Meningiomas are the most common primary intracranial tumors, but meningioma metastases are rare. Accordingly, the clinical workup, diagnostic testing, and molecular classification of metastatic meningioma is incompletely understood. Here, we present a case report of multiply recurrent meningioma complicated by liver metastasis. We discuss the patient presentation, imaging findings, and conventional histopathologic characterization of both the intracranial lesion and the metastatic focus. Further, we perform multiplatform molecular profiling, comprised of DNA methylation arrays and RNA-sequencing, of six stereotactically-guided samples from the intracranial meningioma and a single ultrasound-guided liver metastasis biopsy.

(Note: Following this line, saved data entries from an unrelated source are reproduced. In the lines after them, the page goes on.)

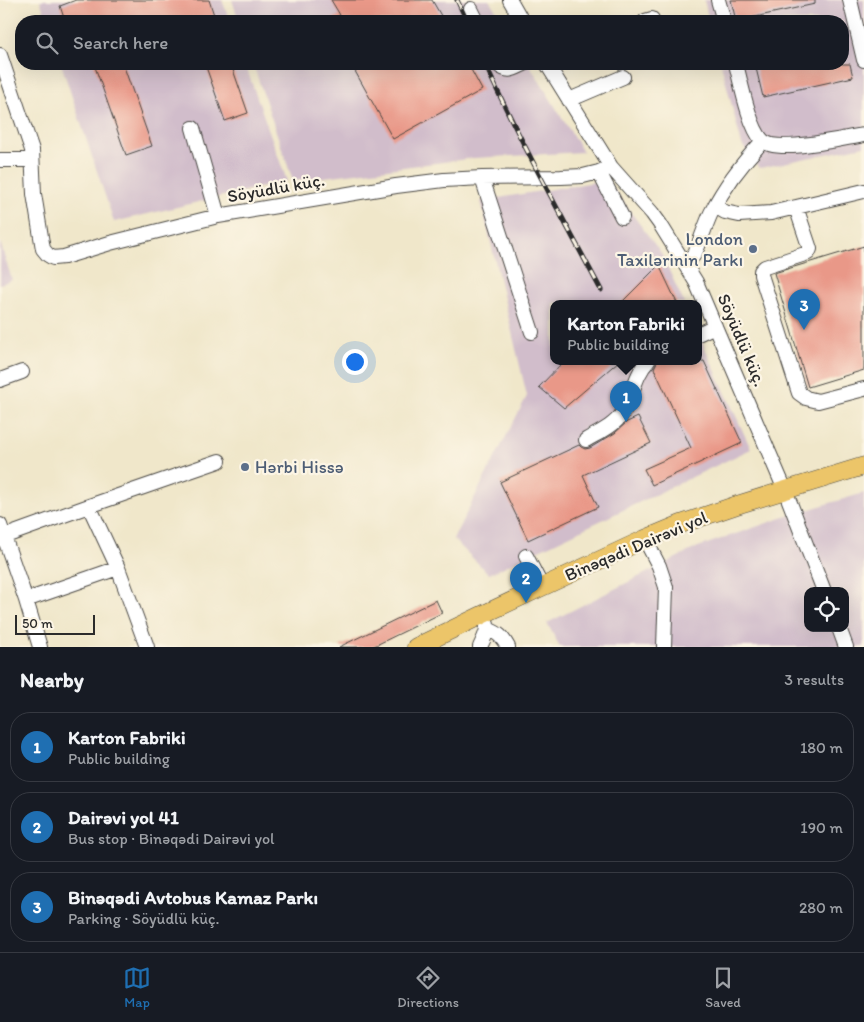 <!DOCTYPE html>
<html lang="en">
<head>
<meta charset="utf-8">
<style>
	:root { --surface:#171b24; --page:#242831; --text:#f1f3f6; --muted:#9ea1a6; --line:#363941; --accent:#1f6fb2 }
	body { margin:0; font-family:Itim,sans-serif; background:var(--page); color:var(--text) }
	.controls { position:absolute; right:15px; bottom:15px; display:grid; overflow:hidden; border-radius:10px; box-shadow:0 5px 20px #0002 }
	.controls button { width:45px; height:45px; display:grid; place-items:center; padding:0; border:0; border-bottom:1px solid var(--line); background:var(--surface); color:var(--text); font:25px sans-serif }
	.scale { position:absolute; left:15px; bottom:12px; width:80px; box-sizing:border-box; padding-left:5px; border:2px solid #2b2b2b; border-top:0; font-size:14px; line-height:18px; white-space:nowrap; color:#2b2b2b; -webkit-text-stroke:4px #fcf5e5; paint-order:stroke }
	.you { position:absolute; left:354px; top:361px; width:18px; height:18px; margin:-12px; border:4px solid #fff; border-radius:50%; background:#1a73e8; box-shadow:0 0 0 8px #1a73e833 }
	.badge { display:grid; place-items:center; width:32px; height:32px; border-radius:50%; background:var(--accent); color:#fff; font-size:16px; font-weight:700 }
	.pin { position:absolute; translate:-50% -41px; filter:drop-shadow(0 1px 2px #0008) }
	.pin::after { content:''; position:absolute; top:26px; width:18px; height:15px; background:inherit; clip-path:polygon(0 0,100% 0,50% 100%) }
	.popup { position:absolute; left:550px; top:300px; width:152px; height:65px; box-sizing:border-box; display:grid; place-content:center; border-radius:10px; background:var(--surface); filter:drop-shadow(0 1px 4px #0005); font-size:16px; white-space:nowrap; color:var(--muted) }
	.popup b { font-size:19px; color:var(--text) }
	.popup::after { content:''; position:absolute; left:50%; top:100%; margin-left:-10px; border:10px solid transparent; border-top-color:var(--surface) }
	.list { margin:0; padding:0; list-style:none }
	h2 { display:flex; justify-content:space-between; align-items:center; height:65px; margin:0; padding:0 20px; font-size:21px }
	h2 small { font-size:16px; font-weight:400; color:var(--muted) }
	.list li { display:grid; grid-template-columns:32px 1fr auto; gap:15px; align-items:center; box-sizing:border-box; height:70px; margin:0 10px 10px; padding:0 10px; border:1px solid var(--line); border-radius:20px }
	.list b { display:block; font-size:19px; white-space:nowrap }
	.list p { margin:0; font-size:16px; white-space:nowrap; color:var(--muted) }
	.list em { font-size:16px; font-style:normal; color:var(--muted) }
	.icon { flex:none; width:28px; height:28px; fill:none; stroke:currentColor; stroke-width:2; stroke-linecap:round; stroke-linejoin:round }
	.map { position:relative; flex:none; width:864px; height:647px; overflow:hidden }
	.search { position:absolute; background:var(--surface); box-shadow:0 5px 20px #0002; left:15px; right:15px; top:15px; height:55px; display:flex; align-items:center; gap:12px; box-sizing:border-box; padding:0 18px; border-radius:20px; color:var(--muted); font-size:19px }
	.sheet { height:305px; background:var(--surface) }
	nav { display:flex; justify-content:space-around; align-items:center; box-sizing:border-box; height:70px; border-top:1px solid var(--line); background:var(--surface); font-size:14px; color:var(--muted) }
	nav a { display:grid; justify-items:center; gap:2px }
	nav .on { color:var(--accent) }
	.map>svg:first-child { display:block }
	.industrial { fill:#d1bdcb; fill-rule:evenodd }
	.building { fill:#e99888 }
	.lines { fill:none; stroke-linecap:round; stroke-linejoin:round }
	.minor-casing { stroke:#494743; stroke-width:16 }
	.major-casing { stroke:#494743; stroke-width:19 }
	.minor { stroke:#fff; stroke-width:14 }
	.major { stroke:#ecc569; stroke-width:18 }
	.rail-casing { stroke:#2b2b2b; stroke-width:5 }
	.rail { stroke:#fcf5e5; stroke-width:3; stroke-dasharray:9; stroke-linecap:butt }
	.service-dot { fill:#5c6f8a; stroke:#fcf5e5; stroke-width:2 }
	.labels { text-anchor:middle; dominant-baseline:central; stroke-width:4.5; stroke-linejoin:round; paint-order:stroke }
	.street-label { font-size:18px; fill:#2b2b2b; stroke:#fcf5e5 }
	.service-label { font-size:18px; fill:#4e5e75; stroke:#fcf5e5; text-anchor:end }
</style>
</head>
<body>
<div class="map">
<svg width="864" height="647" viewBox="0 0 864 647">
	<rect width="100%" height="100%" fill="#fcf5e5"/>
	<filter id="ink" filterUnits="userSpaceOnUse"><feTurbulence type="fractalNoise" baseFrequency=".02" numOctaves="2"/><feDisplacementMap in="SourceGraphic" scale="10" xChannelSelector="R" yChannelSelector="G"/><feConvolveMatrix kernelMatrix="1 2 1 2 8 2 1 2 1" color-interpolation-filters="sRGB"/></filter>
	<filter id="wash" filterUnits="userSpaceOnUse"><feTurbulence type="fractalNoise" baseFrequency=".0096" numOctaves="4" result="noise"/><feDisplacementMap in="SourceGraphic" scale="20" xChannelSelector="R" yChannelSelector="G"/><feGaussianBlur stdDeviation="1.12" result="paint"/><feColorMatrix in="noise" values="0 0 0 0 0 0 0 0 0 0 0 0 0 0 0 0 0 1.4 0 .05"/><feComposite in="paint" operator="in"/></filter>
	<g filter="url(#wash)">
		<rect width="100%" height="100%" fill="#f0e7ca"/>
		<path class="industrial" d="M40 0H222L230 21H47Z
			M232 0H489L503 21H239Z
			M704 0H864V146L760 168 742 145 721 64H843V21H709Z
			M61 64H245L287 181 114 222Z
			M253 64H529L583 152 475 158 293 181Z
			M607 180 661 253 684 303H554V361H698L699 335 751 449 489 574 453 539 527 396 481 201Z
			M0 242 12 280 0 284Z
			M864 493V647H560L547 623 698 547 793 514ZM808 591H845V628H808Z"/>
		<g id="blocks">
			<path class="building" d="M76 0H209L216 21H65L60 6Z
				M331 0H432L444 21H329L340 15Z
				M731 0H815V4L736 21Z
				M94 64H123L152 146 126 155Z
				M205 64H231L248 113 225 121Z
				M351 64H468L482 90 393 139Z
				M755 64H850L853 77 763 97Z
				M864 246V370L808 387 774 273Z
				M659 265 677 303H621Z
				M564 361H619L564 408 539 387Z
				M660 361H704L742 443 652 485 644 469 691 448 654 368 657 362Z
				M638 417 651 443 583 475 598 507 528 540 500 482 579 445 581 447 585 449 590 448 615 433 627 422Z
				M436 600 442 613 372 647H339Z"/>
		</g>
	</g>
	<g filter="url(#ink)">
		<use href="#blocks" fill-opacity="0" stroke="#494743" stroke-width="1"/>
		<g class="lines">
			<g class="minor-casing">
				<path id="minor" d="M510 0 522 21
					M718 0 724 21
					M850 0 864 60
					M471 9 477 21
					M645 21 652 19
					M0 55 32 150 34 194 43 249 48 255 53 258 64 257 110 243 218 216 396 186 444 180 482 178 561 177 583 176 599 172 611 167
					M497 64C508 73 512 70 524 64
					M547 64 611 167 652 213 660 224 696 282 785 490 824 591
					M736 64C741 83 749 126 762 140 776 155 844 138 864 135
					M569 100 623 77
					M193 128 218 216
					M0 160H32
					M599 172 622 217
					M482 178 532 332
					M715 206 725 212 739 215 771 213 864 191
					M796 207 810 249 808 253 765 267 761 271V275L799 393 806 398 818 401 864 389
					M685 263 693 256 695 253C701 240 705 226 711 213 725 185 742 163 763 141
					M698 334 715 326
					M0 380 22 372
					M586 440C598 433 614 426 622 414 633 398 634 375 648 361
					M89 506 118 568 147 647
					M0 525 26 600 118 568
					M0 538 89 506 219 461
					M645 539 659 566 666 587 664 647
					M526 556 542 587
					M26 600 40 647
					M839 628 846 647
					M487 629C499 633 502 637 508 647
					M480 647C486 634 490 628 484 614"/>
			</g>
			<g class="major-casing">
				<path id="major" d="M416 647 484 614 645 539 681 524 740 504 864 466"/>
			</g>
			<use href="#minor" class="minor"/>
			<use href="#major" class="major"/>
			<g class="rail-casing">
				<path id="rail" d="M457 0 467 21
					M485 64C520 141 561 215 601 290"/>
			</g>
			<use href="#rail" class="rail"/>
		</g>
	</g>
	<g class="service-dot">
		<circle cx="753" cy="249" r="5"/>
		<circle cx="245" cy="467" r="5"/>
	</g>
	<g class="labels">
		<g class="street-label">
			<text transform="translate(276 188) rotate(-10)">Söyüdlü küç.</text>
			<text transform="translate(742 340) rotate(67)">Söyüdlü küç.</text>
			<text transform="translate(636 546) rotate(-23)">Binəqədi Dairəvi yol</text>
		</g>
		<g class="service-label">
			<text x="743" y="239">London<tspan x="743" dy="21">Taxilərinin Parkı</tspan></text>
			<text x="255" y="467" text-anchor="start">Hərbi Hissə</text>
		</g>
	</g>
</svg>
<div class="controls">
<button><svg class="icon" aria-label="locate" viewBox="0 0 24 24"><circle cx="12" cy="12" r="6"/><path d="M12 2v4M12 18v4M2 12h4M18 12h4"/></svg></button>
</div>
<div class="scale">50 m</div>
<div class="you"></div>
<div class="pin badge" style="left:626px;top:422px">1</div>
<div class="popup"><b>Karton Fabriki</b>Public building</div>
<div class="pin badge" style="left:526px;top:603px">2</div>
<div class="pin badge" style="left:804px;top:330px">3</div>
<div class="search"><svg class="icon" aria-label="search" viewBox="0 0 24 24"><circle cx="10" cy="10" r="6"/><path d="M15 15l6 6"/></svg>Search here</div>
</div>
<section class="sheet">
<h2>Nearby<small>3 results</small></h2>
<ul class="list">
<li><span class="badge">1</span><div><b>Karton Fabriki</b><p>Public building</p></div><em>180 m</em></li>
<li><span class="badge">2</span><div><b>Dairəvi yol 41</b><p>Bus stop · Binəqədi Dairəvi yol</p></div><em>190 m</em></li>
<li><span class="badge">3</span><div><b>Binəqədi Avtobus Kamaz Parkı</b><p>Parking · Söyüdlü küç.</p></div><em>280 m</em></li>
</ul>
</section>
<nav>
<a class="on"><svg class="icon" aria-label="map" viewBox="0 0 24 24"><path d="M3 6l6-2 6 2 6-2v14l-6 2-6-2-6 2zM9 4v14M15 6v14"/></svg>Map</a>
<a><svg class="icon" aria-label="directions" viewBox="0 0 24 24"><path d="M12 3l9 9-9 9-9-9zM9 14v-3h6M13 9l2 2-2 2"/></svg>Directions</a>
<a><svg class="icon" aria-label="saved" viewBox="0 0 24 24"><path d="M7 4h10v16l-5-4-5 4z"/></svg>Saved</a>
</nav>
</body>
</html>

Our results show that DNA methylation clusters distinguish the liver metastasis from the intracranial meningioma samples, and identify a small focus of hepatocyte contamination with the liver biopsy. Nonetheless, DNA methylation-based classification accurately identifies the liver metastasis as a meningioma with high confidence. We also find that clustering of RNA-sequencing results distinguishes the liver metastasis from the intracranial meningiomas samples, but that differential gene expression classification is confounded by hepatocyte-specific gene expression programs in the liver metastasis. In sum, this case report sheds light on the comparative biology of intracranial and metastatic meningioma. Furthermore, our results support methylation-based classification as a robust method of diagnosing metastatic lesions, underscore the broad utility of DNA methylation array profiling in diagnostic pathology, and caution against the routine use of bulk RNA-sequencing for identifying tumor signatures in heterogeneous metastatic lesions.